> _Source data_:
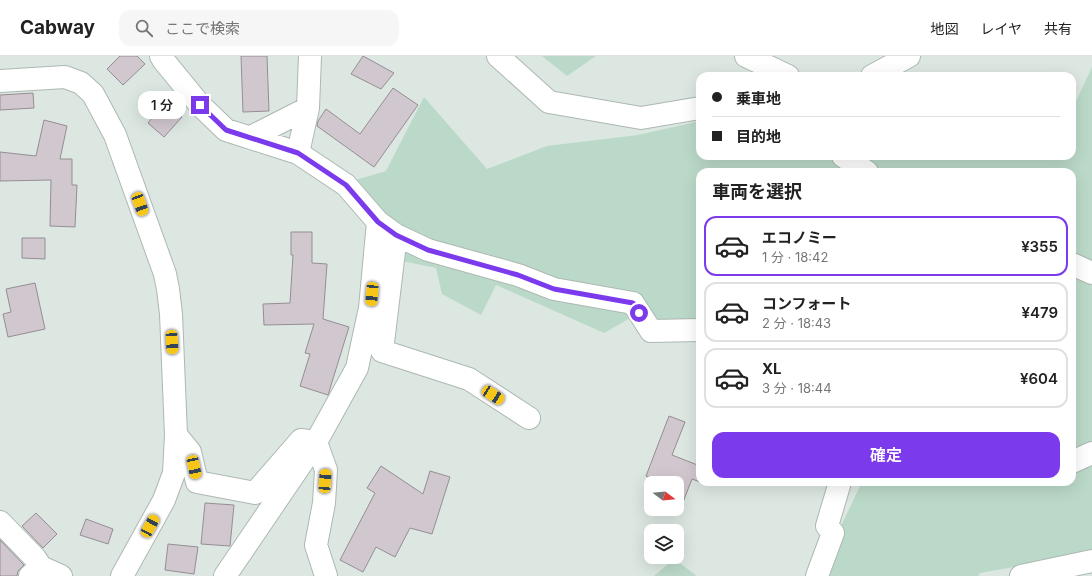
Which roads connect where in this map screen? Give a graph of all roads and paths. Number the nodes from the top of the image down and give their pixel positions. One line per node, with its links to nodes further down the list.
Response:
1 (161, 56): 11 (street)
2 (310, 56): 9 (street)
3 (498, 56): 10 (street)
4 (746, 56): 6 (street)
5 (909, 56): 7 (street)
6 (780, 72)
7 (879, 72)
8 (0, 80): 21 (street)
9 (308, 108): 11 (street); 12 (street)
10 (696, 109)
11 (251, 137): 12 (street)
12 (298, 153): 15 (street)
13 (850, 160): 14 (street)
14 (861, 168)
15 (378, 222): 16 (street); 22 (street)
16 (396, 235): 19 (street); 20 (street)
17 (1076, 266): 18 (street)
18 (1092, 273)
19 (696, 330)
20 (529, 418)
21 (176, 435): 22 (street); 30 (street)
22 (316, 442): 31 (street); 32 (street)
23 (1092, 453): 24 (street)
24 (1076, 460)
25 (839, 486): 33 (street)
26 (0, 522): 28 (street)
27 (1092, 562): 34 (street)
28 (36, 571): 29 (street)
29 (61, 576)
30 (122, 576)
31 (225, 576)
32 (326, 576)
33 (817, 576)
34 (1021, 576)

> _TASK BRIEF_: Write the records above out again exactly, with no pictures in your copy.

> _ANSWER SECTION_:
Which roads connect where in this map screen? Give a graph of all roads and paths. Number the nodes from the top of the image down and give their pixel positions. One line per node, with its links to nodes further down the list.
Response:
1 (161, 56): 11 (street)
2 (310, 56): 9 (street)
3 (498, 56): 10 (street)
4 (746, 56): 6 (street)
5 (909, 56): 7 (street)
6 (780, 72)
7 (879, 72)
8 (0, 80): 21 (street)
9 (308, 108): 11 (street); 12 (street)
10 (696, 109)
11 (251, 137): 12 (street)
12 (298, 153): 15 (street)
13 (850, 160): 14 (street)
14 (861, 168)
15 (378, 222): 16 (street); 22 (street)
16 (396, 235): 19 (street); 20 (street)
17 (1076, 266): 18 (street)
18 (1092, 273)
19 (696, 330)
20 (529, 418)
21 (176, 435): 22 (street); 30 (street)
22 (316, 442): 31 (street); 32 (street)
23 (1092, 453): 24 (street)
24 (1076, 460)
25 (839, 486): 33 (street)
26 (0, 522): 28 (street)
27 (1092, 562): 34 (street)
28 (36, 571): 29 (street)
29 (61, 576)
30 (122, 576)
31 (225, 576)
32 (326, 576)
33 (817, 576)
34 (1021, 576)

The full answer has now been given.